Fig. 1: Overview of spatial omics scope (soScope) and its applications.

a The soScope framework. soScope integrates molecular profiles (\({{{\boldsymbol{X}}}}\)), spatial neighboring relations (\({{{\boldsymbol{A}}}}\)), and morphological image features (\({{{\boldsymbol{Y}}}}\)) from the same tissue using a unified generative model to enhance spatial resolution and refine data quality for diverse spatial omics profiles. b The probabilistic graphical model representation of soScope. Each of the \(N\) spots in the spatial data is considered an aggregation of \(K\) subspots at a higher spatial resolution. The subspot omics profile \(\widehat{{{{\boldsymbol{X}}}}}\) depends on both the latent states \({{{\boldsymbol{Z}}}}\) at the spot level and image features \({{{\boldsymbol{Y}}}}\) at the subspot level. The observed profile \({{{\boldsymbol{X}}}}\) is obtained by summing profiles from its \(K\) subspots. c The neural network structure in soScope. Original spatial profiles (\({{{\boldsymbol{X}}}}\)) and their spatial relations (\({{{\boldsymbol{A}}}}\)) are integrated using a graph encoder to infer the latent states of spots (\({{{\boldsymbol{Z}}}}\)).
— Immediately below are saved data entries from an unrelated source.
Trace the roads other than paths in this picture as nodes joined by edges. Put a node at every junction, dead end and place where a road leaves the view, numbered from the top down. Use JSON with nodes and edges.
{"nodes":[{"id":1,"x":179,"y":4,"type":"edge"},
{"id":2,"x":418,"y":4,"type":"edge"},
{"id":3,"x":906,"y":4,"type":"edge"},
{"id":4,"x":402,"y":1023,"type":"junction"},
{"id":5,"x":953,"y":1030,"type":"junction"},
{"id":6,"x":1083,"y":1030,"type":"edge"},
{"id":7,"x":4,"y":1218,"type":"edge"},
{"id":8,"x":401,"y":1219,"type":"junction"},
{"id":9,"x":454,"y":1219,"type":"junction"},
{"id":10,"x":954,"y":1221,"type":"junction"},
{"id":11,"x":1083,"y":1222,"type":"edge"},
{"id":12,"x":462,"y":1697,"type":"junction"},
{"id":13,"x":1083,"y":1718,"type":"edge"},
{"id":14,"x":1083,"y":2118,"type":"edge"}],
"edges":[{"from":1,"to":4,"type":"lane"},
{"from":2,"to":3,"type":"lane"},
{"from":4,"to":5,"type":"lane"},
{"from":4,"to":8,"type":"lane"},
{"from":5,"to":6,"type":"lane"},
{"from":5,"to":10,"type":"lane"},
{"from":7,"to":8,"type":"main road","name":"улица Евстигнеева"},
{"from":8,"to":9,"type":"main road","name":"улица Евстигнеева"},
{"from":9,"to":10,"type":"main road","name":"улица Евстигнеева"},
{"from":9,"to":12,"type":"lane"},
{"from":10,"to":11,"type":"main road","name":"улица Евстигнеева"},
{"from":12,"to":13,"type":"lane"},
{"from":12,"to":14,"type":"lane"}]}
These latent representations are then combined with subspot-level image features (\({{{\boldsymbol{Y}}}}\)) to jointly learn likelihood parameters for modeling omics profiles at an enhanced resolution. The choice of probabilistic distribution is tailored to the specific omics type to reflect the data characteristics. d An overview of soScope experiments in this study. soScope is evaluated across multiple spatial omics platforms and diverse biological systems. Furthermore, soScope is extended to emerging spatial multiomics technology with simultaneous profiling of multiple molecule types.